DATASET RECORDS -

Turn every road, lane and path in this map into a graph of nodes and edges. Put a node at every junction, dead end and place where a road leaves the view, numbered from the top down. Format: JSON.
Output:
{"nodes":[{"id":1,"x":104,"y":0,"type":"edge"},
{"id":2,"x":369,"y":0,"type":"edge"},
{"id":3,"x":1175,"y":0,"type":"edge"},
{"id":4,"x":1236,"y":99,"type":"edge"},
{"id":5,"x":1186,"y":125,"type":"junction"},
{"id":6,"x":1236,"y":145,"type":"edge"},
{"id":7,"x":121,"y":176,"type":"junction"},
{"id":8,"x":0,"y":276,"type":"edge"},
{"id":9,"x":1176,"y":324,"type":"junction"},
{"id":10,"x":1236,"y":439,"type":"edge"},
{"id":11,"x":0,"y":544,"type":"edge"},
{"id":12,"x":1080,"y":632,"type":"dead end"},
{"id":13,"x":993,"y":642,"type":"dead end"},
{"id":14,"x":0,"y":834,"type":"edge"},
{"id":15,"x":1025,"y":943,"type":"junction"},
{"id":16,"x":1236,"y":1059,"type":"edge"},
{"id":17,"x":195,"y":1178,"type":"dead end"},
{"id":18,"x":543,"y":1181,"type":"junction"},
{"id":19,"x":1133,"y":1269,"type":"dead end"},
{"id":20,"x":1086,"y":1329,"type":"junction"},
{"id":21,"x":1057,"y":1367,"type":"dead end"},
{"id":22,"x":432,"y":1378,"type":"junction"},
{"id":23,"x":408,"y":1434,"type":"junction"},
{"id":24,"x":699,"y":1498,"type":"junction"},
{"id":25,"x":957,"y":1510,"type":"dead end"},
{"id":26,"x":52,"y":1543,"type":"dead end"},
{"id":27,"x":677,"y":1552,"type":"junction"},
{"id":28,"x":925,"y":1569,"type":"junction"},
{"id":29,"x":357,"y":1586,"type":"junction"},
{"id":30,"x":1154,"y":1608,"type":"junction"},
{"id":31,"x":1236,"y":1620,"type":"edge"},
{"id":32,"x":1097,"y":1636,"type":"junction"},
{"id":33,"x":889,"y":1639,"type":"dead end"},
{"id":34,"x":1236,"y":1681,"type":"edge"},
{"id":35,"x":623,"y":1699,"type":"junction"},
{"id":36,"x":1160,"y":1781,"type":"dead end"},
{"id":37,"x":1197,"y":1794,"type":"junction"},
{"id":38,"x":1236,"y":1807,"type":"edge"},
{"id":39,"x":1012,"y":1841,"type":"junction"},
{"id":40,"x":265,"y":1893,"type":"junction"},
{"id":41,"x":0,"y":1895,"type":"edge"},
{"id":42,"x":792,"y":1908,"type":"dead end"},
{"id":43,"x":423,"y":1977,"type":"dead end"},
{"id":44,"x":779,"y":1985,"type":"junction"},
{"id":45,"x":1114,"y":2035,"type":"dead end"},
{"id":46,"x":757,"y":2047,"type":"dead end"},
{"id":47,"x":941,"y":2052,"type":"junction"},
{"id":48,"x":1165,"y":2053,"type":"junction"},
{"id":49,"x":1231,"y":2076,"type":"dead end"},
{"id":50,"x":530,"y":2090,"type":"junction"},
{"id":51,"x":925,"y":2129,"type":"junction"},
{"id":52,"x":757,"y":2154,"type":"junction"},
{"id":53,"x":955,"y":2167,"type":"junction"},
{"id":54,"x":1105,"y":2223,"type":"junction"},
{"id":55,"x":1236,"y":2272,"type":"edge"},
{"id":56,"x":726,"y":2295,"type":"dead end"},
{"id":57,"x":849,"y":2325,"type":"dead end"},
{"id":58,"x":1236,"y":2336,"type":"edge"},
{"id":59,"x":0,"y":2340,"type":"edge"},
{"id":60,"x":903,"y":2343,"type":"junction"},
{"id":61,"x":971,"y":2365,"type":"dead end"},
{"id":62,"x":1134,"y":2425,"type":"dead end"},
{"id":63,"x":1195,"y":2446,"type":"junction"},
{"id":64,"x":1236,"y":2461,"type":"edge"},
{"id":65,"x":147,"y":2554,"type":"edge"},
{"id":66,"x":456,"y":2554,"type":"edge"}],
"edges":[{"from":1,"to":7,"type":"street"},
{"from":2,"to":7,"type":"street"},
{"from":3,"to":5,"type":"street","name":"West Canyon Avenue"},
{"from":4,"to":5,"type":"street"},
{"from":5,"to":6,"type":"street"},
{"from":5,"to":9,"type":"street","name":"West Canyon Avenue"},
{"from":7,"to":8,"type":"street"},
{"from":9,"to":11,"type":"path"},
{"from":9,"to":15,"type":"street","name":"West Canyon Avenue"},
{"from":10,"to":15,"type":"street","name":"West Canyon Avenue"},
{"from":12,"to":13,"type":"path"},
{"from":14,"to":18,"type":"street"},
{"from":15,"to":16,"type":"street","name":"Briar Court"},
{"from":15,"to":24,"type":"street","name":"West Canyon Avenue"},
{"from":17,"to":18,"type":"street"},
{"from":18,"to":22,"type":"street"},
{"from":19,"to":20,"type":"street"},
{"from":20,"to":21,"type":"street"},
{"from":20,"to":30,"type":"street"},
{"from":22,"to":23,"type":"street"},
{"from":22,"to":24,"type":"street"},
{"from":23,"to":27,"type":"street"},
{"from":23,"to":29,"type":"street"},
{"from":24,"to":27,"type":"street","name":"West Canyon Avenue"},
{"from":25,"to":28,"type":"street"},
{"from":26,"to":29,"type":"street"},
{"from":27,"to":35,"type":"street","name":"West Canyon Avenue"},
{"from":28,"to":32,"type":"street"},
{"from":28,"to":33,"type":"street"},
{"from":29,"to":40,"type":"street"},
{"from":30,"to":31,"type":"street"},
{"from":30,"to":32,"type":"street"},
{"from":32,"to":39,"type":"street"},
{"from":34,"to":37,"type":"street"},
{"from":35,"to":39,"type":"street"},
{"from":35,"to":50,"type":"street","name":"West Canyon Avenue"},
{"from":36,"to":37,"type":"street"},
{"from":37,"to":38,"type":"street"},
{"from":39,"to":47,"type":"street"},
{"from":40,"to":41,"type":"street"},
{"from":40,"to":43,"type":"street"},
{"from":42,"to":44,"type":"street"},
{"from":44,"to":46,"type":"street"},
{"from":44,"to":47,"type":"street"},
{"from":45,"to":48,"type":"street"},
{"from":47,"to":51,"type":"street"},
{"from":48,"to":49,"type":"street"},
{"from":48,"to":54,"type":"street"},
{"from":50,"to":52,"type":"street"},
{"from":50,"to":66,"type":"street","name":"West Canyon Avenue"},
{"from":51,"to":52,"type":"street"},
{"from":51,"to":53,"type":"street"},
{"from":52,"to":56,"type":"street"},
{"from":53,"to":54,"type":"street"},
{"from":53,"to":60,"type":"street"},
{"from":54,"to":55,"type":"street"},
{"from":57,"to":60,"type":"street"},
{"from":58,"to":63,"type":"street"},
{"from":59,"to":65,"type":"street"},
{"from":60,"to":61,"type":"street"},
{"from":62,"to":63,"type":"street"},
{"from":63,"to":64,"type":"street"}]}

INSTRUCTIONS FOR THE TASK -
Copy the entire listing exactly. Do not skip a line.

RESPONSE -
Turn every road, lane and path in this map into a graph of nodes and edges. Put a node at every junction, dead end and place where a road leaves the view, numbered from the top down. Format: JSON.
Output:
{"nodes":[{"id":1,"x":104,"y":0,"type":"edge"},
{"id":2,"x":369,"y":0,"type":"edge"},
{"id":3,"x":1175,"y":0,"type":"edge"},
{"id":4,"x":1236,"y":99,"type":"edge"},
{"id":5,"x":1186,"y":125,"type":"junction"},
{"id":6,"x":1236,"y":145,"type":"edge"},
{"id":7,"x":121,"y":176,"type":"junction"},
{"id":8,"x":0,"y":276,"type":"edge"},
{"id":9,"x":1176,"y":324,"type":"junction"},
{"id":10,"x":1236,"y":439,"type":"edge"},
{"id":11,"x":0,"y":544,"type":"edge"},
{"id":12,"x":1080,"y":632,"type":"dead end"},
{"id":13,"x":993,"y":642,"type":"dead end"},
{"id":14,"x":0,"y":834,"type":"edge"},
{"id":15,"x":1025,"y":943,"type":"junction"},
{"id":16,"x":1236,"y":1059,"type":"edge"},
{"id":17,"x":195,"y":1178,"type":"dead end"},
{"id":18,"x":543,"y":1181,"type":"junction"},
{"id":19,"x":1133,"y":1269,"type":"dead end"},
{"id":20,"x":1086,"y":1329,"type":"junction"},
{"id":21,"x":1057,"y":1367,"type":"dead end"},
{"id":22,"x":432,"y":1378,"type":"junction"},
{"id":23,"x":408,"y":1434,"type":"junction"},
{"id":24,"x":699,"y":1498,"type":"junction"},
{"id":25,"x":957,"y":1510,"type":"dead end"},
{"id":26,"x":52,"y":1543,"type":"dead end"},
{"id":27,"x":677,"y":1552,"type":"junction"},
{"id":28,"x":925,"y":1569,"type":"junction"},
{"id":29,"x":357,"y":1586,"type":"junction"},
{"id":30,"x":1154,"y":1608,"type":"junction"},
{"id":31,"x":1236,"y":1620,"type":"edge"},
{"id":32,"x":1097,"y":1636,"type":"junction"},
{"id":33,"x":889,"y":1639,"type":"dead end"},
{"id":34,"x":1236,"y":1681,"type":"edge"},
{"id":35,"x":623,"y":1699,"type":"junction"},
{"id":36,"x":1160,"y":1781,"type":"dead end"},
{"id":37,"x":1197,"y":1794,"type":"junction"},
{"id":38,"x":1236,"y":1807,"type":"edge"},
{"id":39,"x":1012,"y":1841,"type":"junction"},
{"id":40,"x":265,"y":1893,"type":"junction"},
{"id":41,"x":0,"y":1895,"type":"edge"},
{"id":42,"x":792,"y":1908,"type":"dead end"},
{"id":43,"x":423,"y":1977,"type":"dead end"},
{"id":44,"x":779,"y":1985,"type":"junction"},
{"id":45,"x":1114,"y":2035,"type":"dead end"},
{"id":46,"x":757,"y":2047,"type":"dead end"},
{"id":47,"x":941,"y":2052,"type":"junction"},
{"id":48,"x":1165,"y":2053,"type":"junction"},
{"id":49,"x":1231,"y":2076,"type":"dead end"},
{"id":50,"x":530,"y":2090,"type":"junction"},
{"id":51,"x":925,"y":2129,"type":"junction"},
{"id":52,"x":757,"y":2154,"type":"junction"},
{"id":53,"x":955,"y":2167,"type":"junction"},
{"id":54,"x":1105,"y":2223,"type":"junction"},
{"id":55,"x":1236,"y":2272,"type":"edge"},
{"id":56,"x":726,"y":2295,"type":"dead end"},
{"id":57,"x":849,"y":2325,"type":"dead end"},
{"id":58,"x":1236,"y":2336,"type":"edge"},
{"id":59,"x":0,"y":2340,"type":"edge"},
{"id":60,"x":903,"y":2343,"type":"junction"},
{"id":61,"x":971,"y":2365,"type":"dead end"},
{"id":62,"x":1134,"y":2425,"type":"dead end"},
{"id":63,"x":1195,"y":2446,"type":"junction"},
{"id":64,"x":1236,"y":2461,"type":"edge"},
{"id":65,"x":147,"y":2554,"type":"edge"},
{"id":66,"x":456,"y":2554,"type":"edge"}],
"edges":[{"from":1,"to":7,"type":"street"},
{"from":2,"to":7,"type":"street"},
{"from":3,"to":5,"type":"street","name":"West Canyon Avenue"},
{"from":4,"to":5,"type":"street"},
{"from":5,"to":6,"type":"street"},
{"from":5,"to":9,"type":"street","name":"West Canyon Avenue"},
{"from":7,"to":8,"type":"street"},
{"from":9,"to":11,"type":"path"},
{"from":9,"to":15,"type":"street","name":"West Canyon Avenue"},
{"from":10,"to":15,"type":"street","name":"West Canyon Avenue"},
{"from":12,"to":13,"type":"path"},
{"from":14,"to":18,"type":"street"},
{"from":15,"to":16,"type":"street","name":"Briar Court"},
{"from":15,"to":24,"type":"street","name":"West Canyon Avenue"},
{"from":17,"to":18,"type":"street"},
{"from":18,"to":22,"type":"street"},
{"from":19,"to":20,"type":"street"},
{"from":20,"to":21,"type":"street"},
{"from":20,"to":30,"type":"street"},
{"from":22,"to":23,"type":"street"},
{"from":22,"to":24,"type":"street"},
{"from":23,"to":27,"type":"street"},
{"from":23,"to":29,"type":"street"},
{"from":24,"to":27,"type":"street","name":"West Canyon Avenue"},
{"from":25,"to":28,"type":"street"},
{"from":26,"to":29,"type":"street"},
{"from":27,"to":35,"type":"street","name":"West Canyon Avenue"},
{"from":28,"to":32,"type":"street"},
{"from":28,"to":33,"type":"street"},
{"from":29,"to":40,"type":"street"},
{"from":30,"to":31,"type":"street"},
{"from":30,"to":32,"type":"street"},
{"from":32,"to":39,"type":"street"},
{"from":34,"to":37,"type":"street"},
{"from":35,"to":39,"type":"street"},
{"from":35,"to":50,"type":"street","name":"West Canyon Avenue"},
{"from":36,"to":37,"type":"street"},
{"from":37,"to":38,"type":"street"},
{"from":39,"to":47,"type":"street"},
{"from":40,"to":41,"type":"street"},
{"from":40,"to":43,"type":"street"},
{"from":42,"to":44,"type":"street"},
{"from":44,"to":46,"type":"street"},
{"from":44,"to":47,"type":"street"},
{"from":45,"to":48,"type":"street"},
{"from":47,"to":51,"type":"street"},
{"from":48,"to":49,"type":"street"},
{"from":48,"to":54,"type":"street"},
{"from":50,"to":52,"type":"street"},
{"from":50,"to":66,"type":"street","name":"West Canyon Avenue"},
{"from":51,"to":52,"type":"street"},
{"from":51,"to":53,"type":"street"},
{"from":52,"to":56,"type":"street"},
{"from":53,"to":54,"type":"street"},
{"from":53,"to":60,"type":"street"},
{"from":54,"to":55,"type":"street"},
{"from":57,"to":60,"type":"street"},
{"from":58,"to":63,"type":"street"},
{"from":59,"to":65,"type":"street"},
{"from":60,"to":61,"type":"street"},
{"from":62,"to":63,"type":"street"},
{"from":63,"to":64,"type":"street"}]}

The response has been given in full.